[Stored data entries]

________________________________________

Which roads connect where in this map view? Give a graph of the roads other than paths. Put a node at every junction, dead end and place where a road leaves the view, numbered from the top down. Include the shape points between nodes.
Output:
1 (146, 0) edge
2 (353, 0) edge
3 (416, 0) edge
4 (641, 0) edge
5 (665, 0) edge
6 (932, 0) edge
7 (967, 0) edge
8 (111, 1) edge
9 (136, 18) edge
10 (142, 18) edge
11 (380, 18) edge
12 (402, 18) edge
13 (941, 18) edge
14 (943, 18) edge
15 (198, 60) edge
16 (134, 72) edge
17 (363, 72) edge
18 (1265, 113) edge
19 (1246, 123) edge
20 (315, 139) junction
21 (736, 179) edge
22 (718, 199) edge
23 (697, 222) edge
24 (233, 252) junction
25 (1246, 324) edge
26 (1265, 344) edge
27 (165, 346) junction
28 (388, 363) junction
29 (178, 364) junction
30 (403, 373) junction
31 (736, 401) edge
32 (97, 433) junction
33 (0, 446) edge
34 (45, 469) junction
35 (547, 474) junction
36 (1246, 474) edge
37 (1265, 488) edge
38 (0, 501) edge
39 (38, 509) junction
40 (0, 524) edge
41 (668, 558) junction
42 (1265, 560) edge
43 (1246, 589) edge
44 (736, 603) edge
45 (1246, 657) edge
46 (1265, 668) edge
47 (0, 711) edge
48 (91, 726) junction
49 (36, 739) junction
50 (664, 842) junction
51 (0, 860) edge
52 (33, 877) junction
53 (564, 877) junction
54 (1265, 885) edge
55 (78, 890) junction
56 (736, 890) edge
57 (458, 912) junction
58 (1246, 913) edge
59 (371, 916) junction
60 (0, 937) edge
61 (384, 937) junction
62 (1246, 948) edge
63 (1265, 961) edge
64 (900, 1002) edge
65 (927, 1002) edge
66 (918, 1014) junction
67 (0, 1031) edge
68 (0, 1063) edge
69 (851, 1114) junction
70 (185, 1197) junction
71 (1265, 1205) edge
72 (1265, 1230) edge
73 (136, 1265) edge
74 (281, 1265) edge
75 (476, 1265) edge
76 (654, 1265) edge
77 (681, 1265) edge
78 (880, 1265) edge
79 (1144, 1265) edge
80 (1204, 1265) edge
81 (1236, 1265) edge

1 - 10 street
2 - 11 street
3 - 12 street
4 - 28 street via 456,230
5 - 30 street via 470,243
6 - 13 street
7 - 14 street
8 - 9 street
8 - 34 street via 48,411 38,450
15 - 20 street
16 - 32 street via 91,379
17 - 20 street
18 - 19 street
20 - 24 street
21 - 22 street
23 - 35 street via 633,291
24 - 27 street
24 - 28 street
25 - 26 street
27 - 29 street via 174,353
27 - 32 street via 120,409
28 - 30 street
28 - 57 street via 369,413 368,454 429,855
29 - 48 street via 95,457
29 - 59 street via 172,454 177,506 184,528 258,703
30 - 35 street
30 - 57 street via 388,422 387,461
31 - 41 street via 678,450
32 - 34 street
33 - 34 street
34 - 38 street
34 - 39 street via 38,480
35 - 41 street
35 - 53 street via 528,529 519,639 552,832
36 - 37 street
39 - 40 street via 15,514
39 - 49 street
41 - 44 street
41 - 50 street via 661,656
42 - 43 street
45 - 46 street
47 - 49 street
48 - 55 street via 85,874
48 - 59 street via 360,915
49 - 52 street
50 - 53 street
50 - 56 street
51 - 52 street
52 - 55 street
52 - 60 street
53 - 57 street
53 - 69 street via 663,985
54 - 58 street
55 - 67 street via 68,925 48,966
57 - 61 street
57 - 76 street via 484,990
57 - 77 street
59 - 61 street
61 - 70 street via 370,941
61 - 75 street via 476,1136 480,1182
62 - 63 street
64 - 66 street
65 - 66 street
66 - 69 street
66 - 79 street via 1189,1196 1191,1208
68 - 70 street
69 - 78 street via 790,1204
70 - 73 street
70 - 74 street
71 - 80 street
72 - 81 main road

________________________________________

# Exercise brief
A single number is the whole answer: how many lines of the records contain the word "road".

# Written solution
2